Gunga Galunga, Gunga, Gunga Lagunga

Ed Morrissey writes that President Obama blowing off a meeting with the Dalai Lama isn’t as big a deal as it first seems:

This is an instance where everyone on all sides make too much of the situation.  While no one disputes that China’s rule over Tibet has been brutal and totalitarian, it’s been about the same as its rule everywhere else in China.  The Dalai Lama has been an international celebrity for many years, but successive meetings with presidents have done nothing to change Tibet’s status.  Furthermore, American Presidents have to focus on America’s needs, and if Obama can get China to bend on North Korea and especially Iran, skipping one meeting with the Dalai Lama would be well worth it.

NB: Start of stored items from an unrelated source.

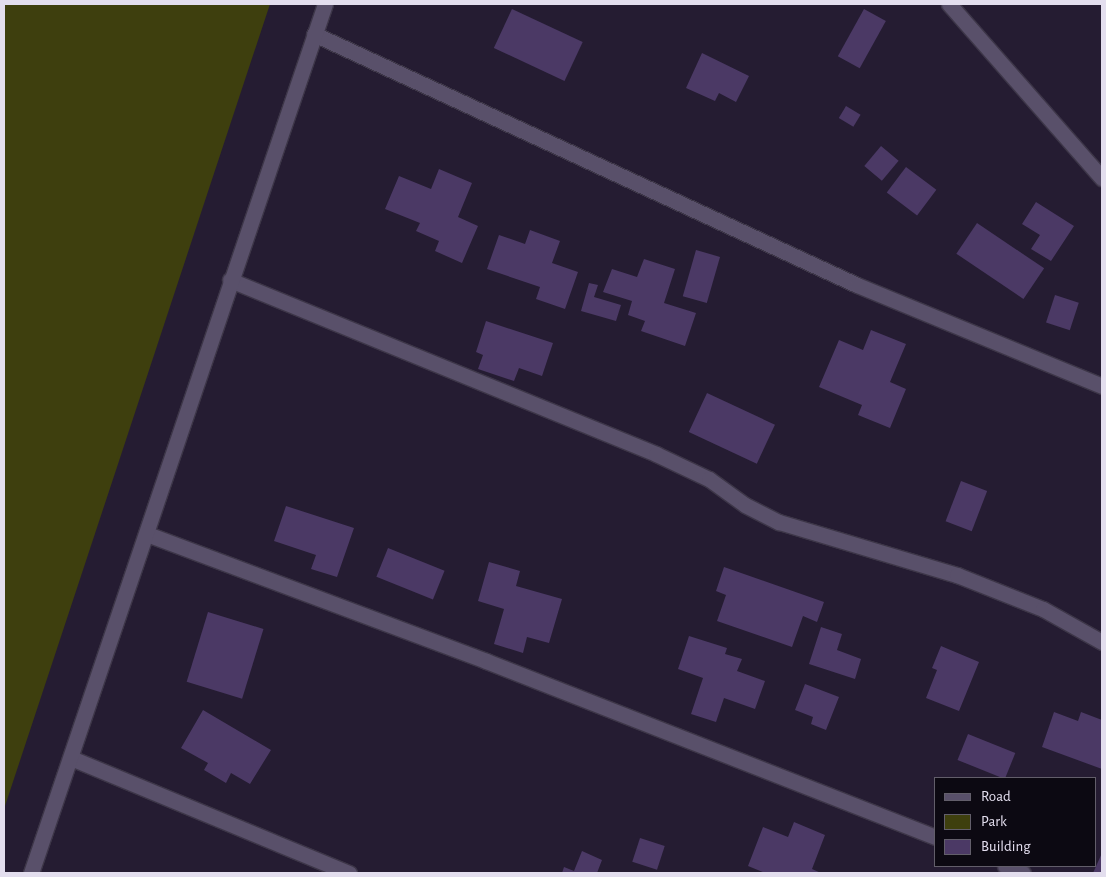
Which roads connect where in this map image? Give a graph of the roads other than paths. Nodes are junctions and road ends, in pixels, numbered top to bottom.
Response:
1 (325, 4) edge
2 (949, 4) edge
3 (314, 34) junction
4 (1102, 178) edge
5 (230, 280) junction
6 (1102, 386) edge
7 (147, 534) junction
8 (1102, 642) edge
9 (71, 758) junction
10 (934, 837) edge
11 (1008, 867) edge
12 (31, 873) edge
13 (350, 873) edge
14 (1023, 873) edge

1 - 3 street
2 - 4 street
3 - 5 street
3 - 6 street
5 - 7 street
5 - 8 street
7 - 9 street
7 - 10 street
9 - 12 street
9 - 13 street
11 - 14 street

Obama will be President for another three years, during which he will have plenty of time to meet personally with the Dalai Lama.  In fact, even the Telegraph reports that the White House tried to get the Dalai Lama to reschedule his visit for after Obama’s negotiations with China, presumably allowing Obama to then meet him personally, but that request was refused.  That certainly seems like the Obama administration made a good-faith effort to balance human rights with our need to gain cooperation with China on Iranian nukes.

I don’t think that snubbing the Dalai Lama will gain us that cooperation, of course, but avoiding a deliberate diplomatic provocation hardly counts as appeasement.  In this case, I’d say that the Obama administration got it right, and that American interests trump a photo op with the Dalai Lama.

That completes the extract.